___ Given entries
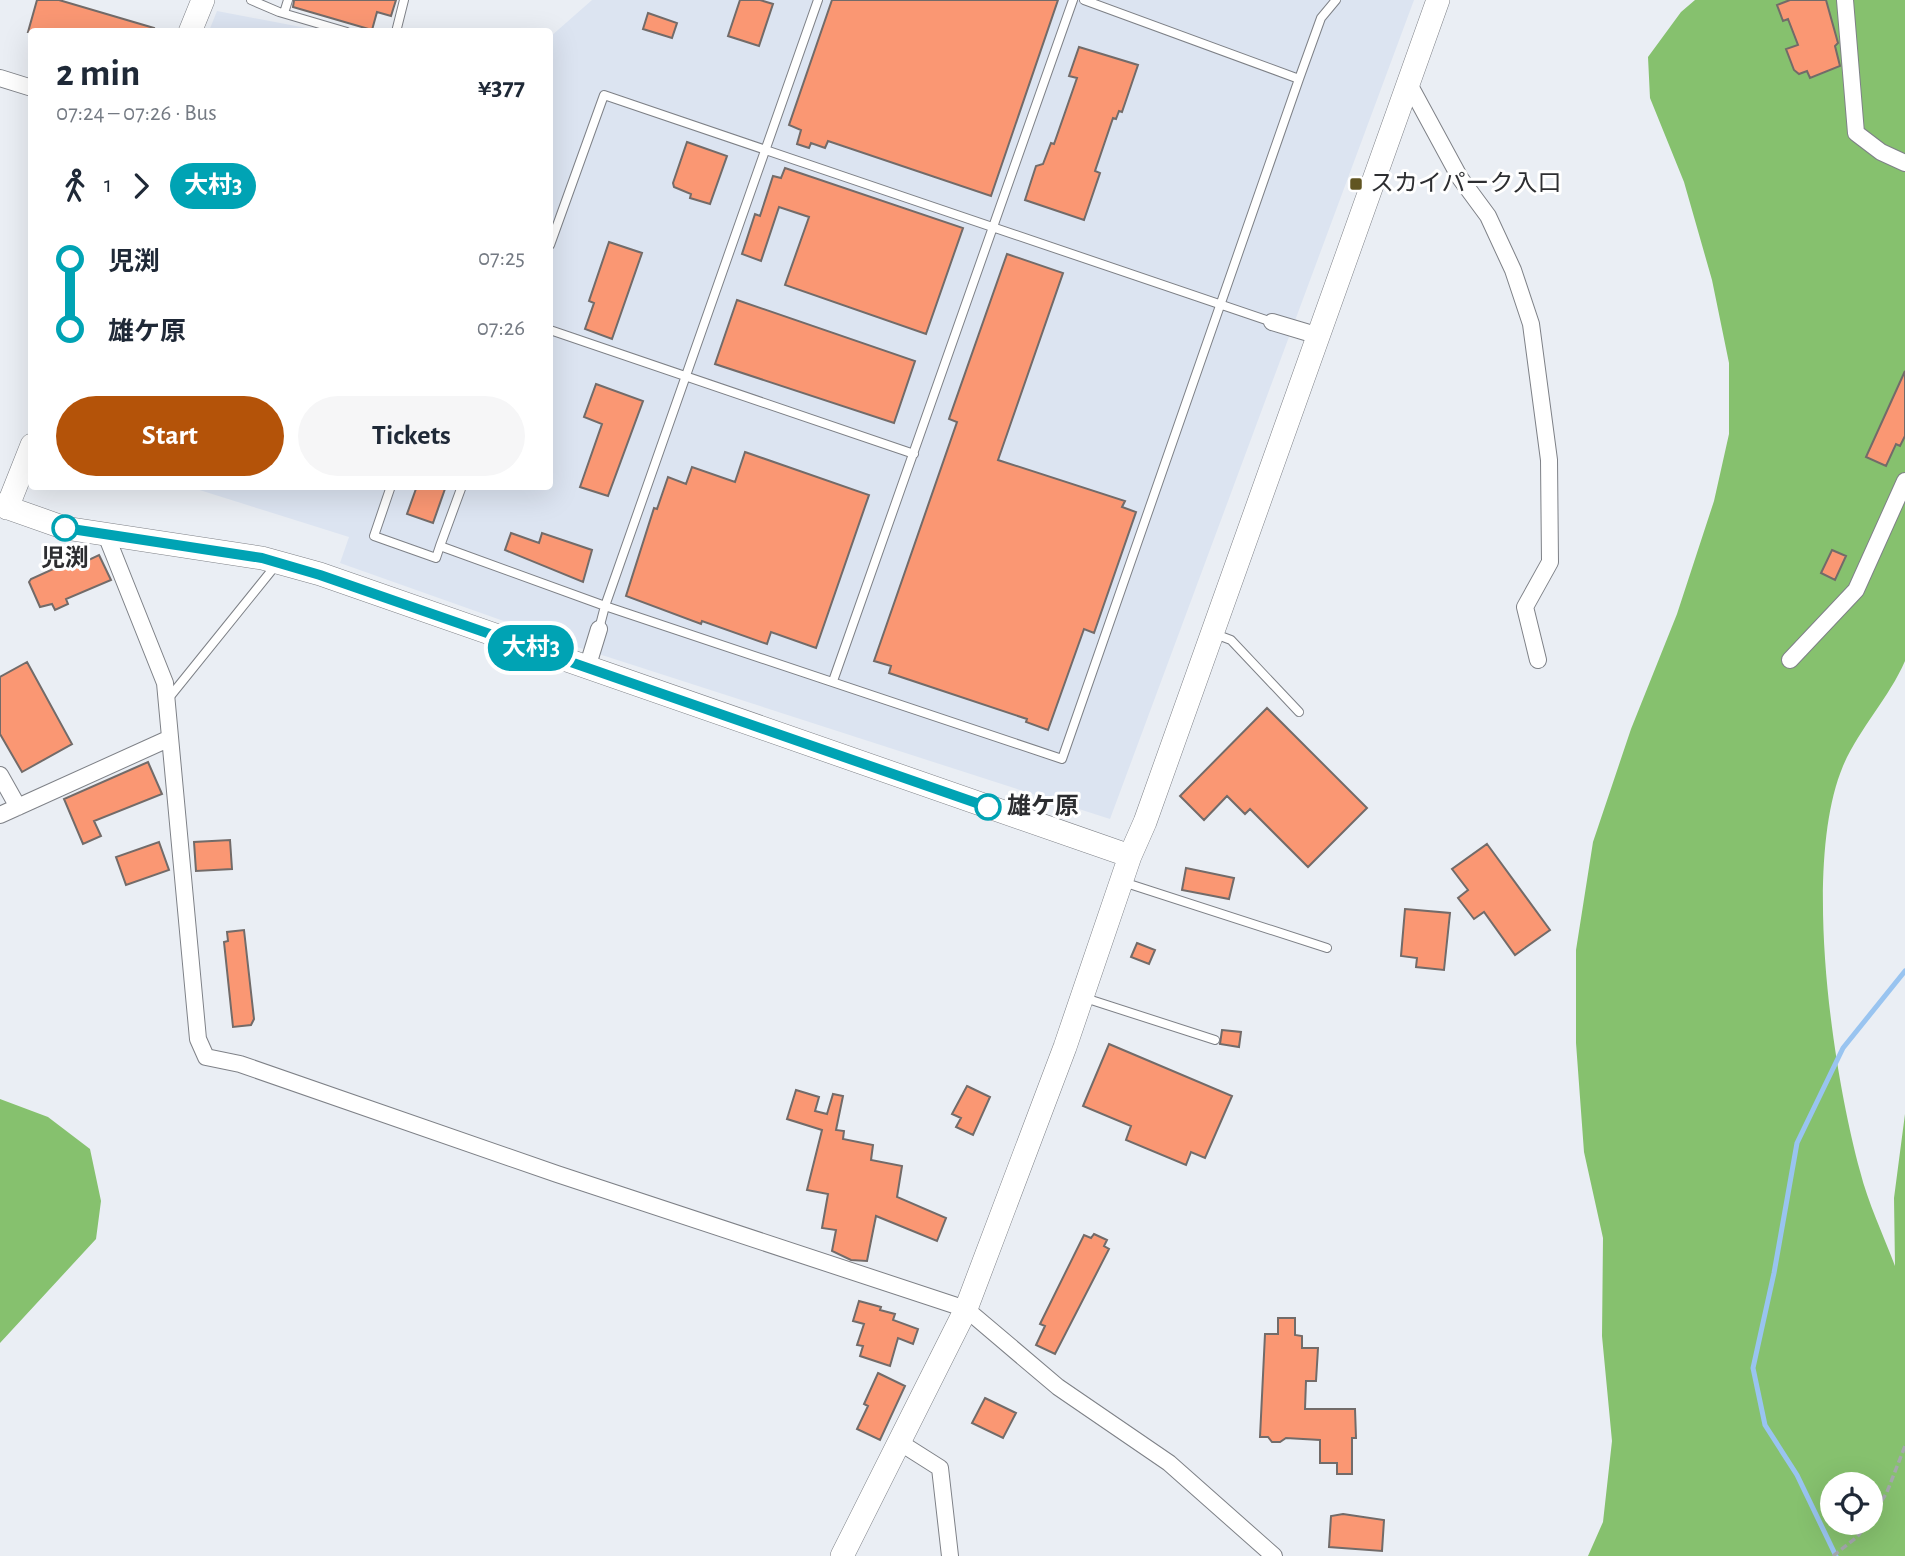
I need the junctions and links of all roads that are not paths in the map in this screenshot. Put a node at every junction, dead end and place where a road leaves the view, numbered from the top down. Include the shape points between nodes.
1 (203, 0) edge
2 (251, 0) edge
3 (288, 0) edge
4 (404, 0) edge
5 (818, 0) edge
6 (1073, 0) edge
7 (1084, 0) edge
8 (1336, 0) edge
9 (1438, 0) edge
10 (1845, 0) edge
11 (284, 13) junction
12 (192, 28) edge
13 (334, 28) edge
14 (397, 28) edge
15 (0, 78) edge
16 (1299, 79) junction
17 (1409, 84) junction
18 (28, 87) edge
19 (766, 149) junction
20 (1905, 163) edge
21 (993, 226) junction
22 (553, 237) edge
23 (1223, 304) junction
24 (1272, 322) joint
25 (553, 331) edge
26 (1319, 336) junction
27 (686, 377) junction
28 (28, 453) edge
29 (914, 454) junction
30 (1905, 481) edge
31 (390, 490) edge
32 (461, 490) edge
33 (3, 506) edge
34 (106, 535) junction
35 (440, 546) junction
36 (278, 563) junction
37 (605, 606) junction
38 (599, 629) joint
39 (1213, 633) junction
40 (1538, 660) dead end
41 (1790, 660) dead end
42 (587, 668) junction
43 (833, 681) junction
44 (166, 702) junction
45 (1299, 712) dead end
46 (168, 739) junction
47 (0, 775) edge
48 (18, 807) junction
49 (0, 815) edge
50 (1130, 856) junction
51 (1121, 881) junction
52 (1327, 948) dead end
53 (1082, 997) junction
54 (1216, 1040) dead end
55 (965, 1309) junction
56 (899, 1442) junction
57 (842, 1556) edge
58 (950, 1556) edge
59 (1274, 1556) edge

1 - 12 street
2 - 11 lane
3 - 11 lane
4 - 14 lane
5 - 19 lane
6 - 21 lane
7 - 16 lane
8 - 16 lane via 1321,18
9 - 17 street
10 - 20 street via 1856,132 1881,152
11 - 13 lane
15 - 18 street
16 - 23 lane
17 - 26 street
17 - 40 street via 1460,178 1488,216 1531,324 1549,460 1550,562 1525,607
19 - 21 lane
19 - 22 lane via 604,95
19 - 27 lane
21 - 23 lane
21 - 29 lane
23 - 24 lane
23 - 43 lane via 1062,759
24 - 26 street
25 - 27 lane
26 - 39 street
27 - 29 lane
27 - 37 lane
28 - 33 street
29 - 43 lane
30 - 41 street via 1856,590
31 - 35 lane via 374,536 436,558
32 - 35 lane
33 - 34 street via 65,528
34 - 36 street
34 - 44 street via 164,683
35 - 37 lane
36 - 42 street
36 - 44 lane
37 - 38 lane
37 - 43 lane
38 - 42 street
39 - 45 lane via 1231,640
39 - 50 street
42 - 50 street
44 - 46 street
46 - 48 street
46 - 55 street via 198,1039 206,1057 240,1064
47 - 48 street
48 - 49 street
50 - 51 street
51 - 52 lane
51 - 53 street
53 - 54 lane
53 - 55 street
55 - 56 street
55 - 59 street via 1058,1387 1169,1463
56 - 57 street
56 - 58 street via 940,1468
______
● **What is being asked**: Once the pictures are set aside, retype the rest of the listing exactly.

● **Result for this exercise**:
I need the junctions and links of all roads that are not paths in the map in this screenshot. Put a node at every junction, dead end and place where a road leaves the view, numbered from the top down. Include the shape points between nodes.
1 (203, 0) edge
2 (251, 0) edge
3 (288, 0) edge
4 (404, 0) edge
5 (818, 0) edge
6 (1073, 0) edge
7 (1084, 0) edge
8 (1336, 0) edge
9 (1438, 0) edge
10 (1845, 0) edge
11 (284, 13) junction
12 (192, 28) edge
13 (334, 28) edge
14 (397, 28) edge
15 (0, 78) edge
16 (1299, 79) junction
17 (1409, 84) junction
18 (28, 87) edge
19 (766, 149) junction
20 (1905, 163) edge
21 (993, 226) junction
22 (553, 237) edge
23 (1223, 304) junction
24 (1272, 322) joint
25 (553, 331) edge
26 (1319, 336) junction
27 (686, 377) junction
28 (28, 453) edge
29 (914, 454) junction
30 (1905, 481) edge
31 (390, 490) edge
32 (461, 490) edge
33 (3, 506) edge
34 (106, 535) junction
35 (440, 546) junction
36 (278, 563) junction
37 (605, 606) junction
38 (599, 629) joint
39 (1213, 633) junction
40 (1538, 660) dead end
41 (1790, 660) dead end
42 (587, 668) junction
43 (833, 681) junction
44 (166, 702) junction
45 (1299, 712) dead end
46 (168, 739) junction
47 (0, 775) edge
48 (18, 807) junction
49 (0, 815) edge
50 (1130, 856) junction
51 (1121, 881) junction
52 (1327, 948) dead end
53 (1082, 997) junction
54 (1216, 1040) dead end
55 (965, 1309) junction
56 (899, 1442) junction
57 (842, 1556) edge
58 (950, 1556) edge
59 (1274, 1556) edge

1 - 12 street
2 - 11 lane
3 - 11 lane
4 - 14 lane
5 - 19 lane
6 - 21 lane
7 - 16 lane
8 - 16 lane via 1321,18
9 - 17 street
10 - 20 street via 1856,132 1881,152
11 - 13 lane
15 - 18 street
16 - 23 lane
17 - 26 street
17 - 40 street via 1460,178 1488,216 1531,324 1549,460 1550,562 1525,607
19 - 21 lane
19 - 22 lane via 604,95
19 - 27 lane
21 - 23 lane
21 - 29 lane
23 - 24 lane
23 - 43 lane via 1062,759
24 - 26 street
25 - 27 lane
26 - 39 street
27 - 29 lane
27 - 37 lane
28 - 33 street
29 - 43 lane
30 - 41 street via 1856,590
31 - 35 lane via 374,536 436,558
32 - 35 lane
33 - 34 street via 65,528
34 - 36 street
34 - 44 street via 164,683
35 - 37 lane
36 - 42 street
36 - 44 lane
37 - 38 lane
37 - 43 lane
38 - 42 street
39 - 45 lane via 1231,640
39 - 50 street
42 - 50 street
44 - 46 street
46 - 48 street
46 - 55 street via 198,1039 206,1057 240,1064
47 - 48 street
48 - 49 street
50 - 51 street
51 - 52 lane
51 - 53 street
53 - 54 lane
53 - 55 street
55 - 56 street
55 - 59 street via 1058,1387 1169,1463
56 - 57 street
56 - 58 street via 940,1468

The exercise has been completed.